Another idea is to use the keyword volatile for the variables inst and instance. According to the JLS , variables declared volatile are supposed to be sequentially consistent, and therefore, not reordered. But two problems occur with trying to use volatile to fix the problem with double-checked locking:

  1. The problem here is not with sequential consistency. Code is being moved, not reordered.
  2. Many JVMs do not implement volatile correctly regarding sequential consistency anyway.

The second point is worth expanding upon. Consider the code:

class Test
{
  private volatile boolean stop = false;
  private volatile int num = 0;

  public void foo()
  {
    num = 100;    //This can happen second
    stop = true;  //This can happen first
    //...
  }

  public void bar()
  {
    if (stop)
      num += num;  //num can == 0!
  }
  //...
}

According to the JLS, because stop and num are declared volatile, they should be sequentially consistent. This means that if stop is ever true, num must have been set to 100. However, because many JVMs do not implement the sequential consistency feature of volatile, you cannot count on this behavior. Therefore, if Thread 1 called foo and Thread 2 called bar concurrently, Thread 1 might set stop to true before num is set to 100. This could lead thread 2 to see stop as true, but num still set to 0. There are additional problems with volatile and the atomicity of 64-bit variables, I wont go in to the details as it is out of scope for this post.

This is it from me for now. Stay tuned for the next post in which I will discuss various solutions available for fixing this and pros and cons of those solution.

Until then Happy Coding !

Advertisements
Why Double Checked Locking is flawed

23 thoughts on “Why Double Checked Locking is flawed

  1. Ahmed Khan says:

    Another good post. I am sure becoming a fan of your blog. I have always been using the Double-Checked-Locking idiom in my code but never realized that it could cause issues.

    Infact I have seen a case in our code base where the uninitialized fields issue came up and we were never able to track out the issue and regarded this as a random case. As a result there are many places where we ended up adding null checks thourgh out the code base to guard against any future occurances.

    Thanks to you article I know whats is going on and will fix up the code base and make code clean by removing all those un-necessary null checks.

    1. Faisal Feroz says:

      @Ahmed Thanks for the comments.

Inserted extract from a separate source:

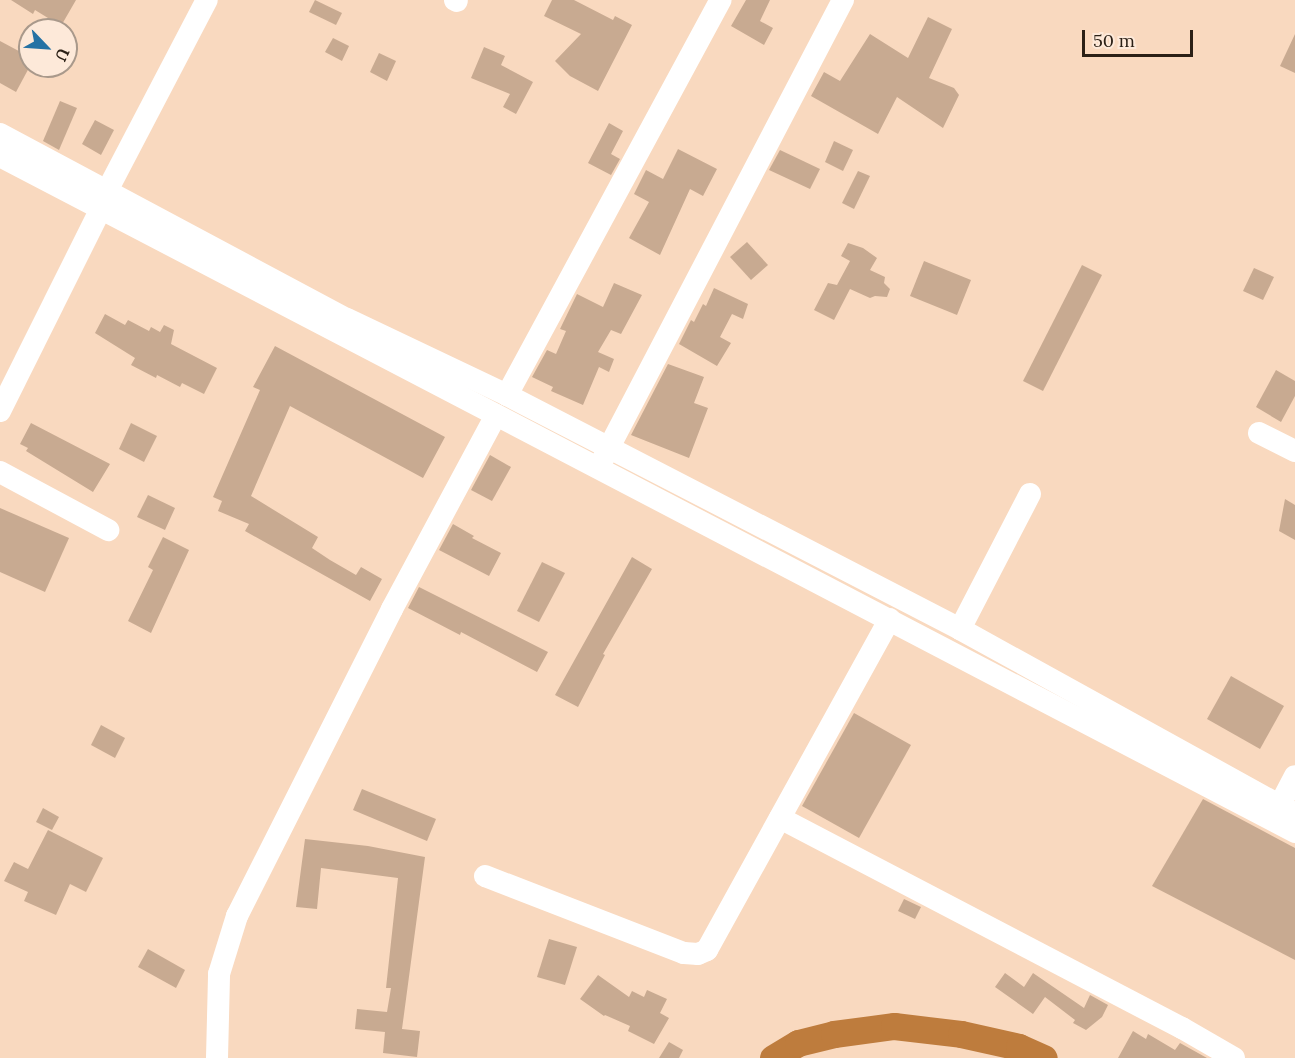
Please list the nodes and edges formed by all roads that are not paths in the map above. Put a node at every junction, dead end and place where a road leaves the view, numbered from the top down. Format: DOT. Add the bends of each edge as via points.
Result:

You made a pretty nice point about null checking. Most of the times developers add up similar checks to guard against what they call random behaviors 🙂

  2. Andy Till says:

    Nice post. Firstly, in Java Concurrency In Practice it states you must use volatile for double checked locking so yes no one should be doing this on non-volatile fields.

    Your volatile example is also demonstrating a compound action on two variables so volatile is not appropriate here, a synchronized block should be used.

    Do you know which VMs do not implement volatile correctly? I thought this was resolved by VMs that meet the Java Memory Model spec.

    1. Faisal Feroz says:

      Volatile wasn’t correctly implemented prior to Java 5 in which JSR-133 was implemented fully. So almost all the VMs prior to Java 5 have volatility issue as the problem was with the Java Memory Model.

      You can refer to the JSR-133 for more information about the issue.

  3. How about this?

    public static Singleton getInstance() {
    if (instance == null) {
    synchronized(Singleton.class) { //1
    if (instance == null) //2
    Singleton instance_ = new Singleton(); //3
    instance = instance_;
    }
    }
    return instance;
    }

    1. @Animesh The JIT sees an opportunity for optimization here. The key line is instance=instance_

      The JIT will remove this line and generate the code simialr to this one:

      public static Singleton getInstance()
      {
        if (instance == null)
        {
          synchronized(Singleton.class) {
             if (instance == null)
                instance = new Singleton();        
          }
        }
        return instance;
      }
      

      which is similar to the original one and hence flawed for obvious reasons.

  4. Faisal Feroz says:

    @Animesh theres one more pattern that I have seen that people try which is also flawed because of JIT. Heres the code that people try:

    public static Singleton getInstance()
    {
      if (instance == null)
      {
        synchronized(Singleton.class) {      //1
          Singleton inst = instance;         //2
          if (inst == null)
          {
            synchronized(Singleton.class) {  //3
              inst = new Singleton();        //4
            }
            instance = inst;                 //5
          }
        }
      }
      return instance;
    }
    

    Again here JIT combines lines //4 and //5 and generates instance = new Singleton(); Since according to JLS its fine to move a code into a synchronized block (but the reverse is not allowed). Hence after the optimization we get out-f-order writes.

      1. Faisal Feroz says:

        @Animesh but why would you want to do that? Instead of disabling JIT get rid of double checked locking and make use of static pattern of implementing singleton.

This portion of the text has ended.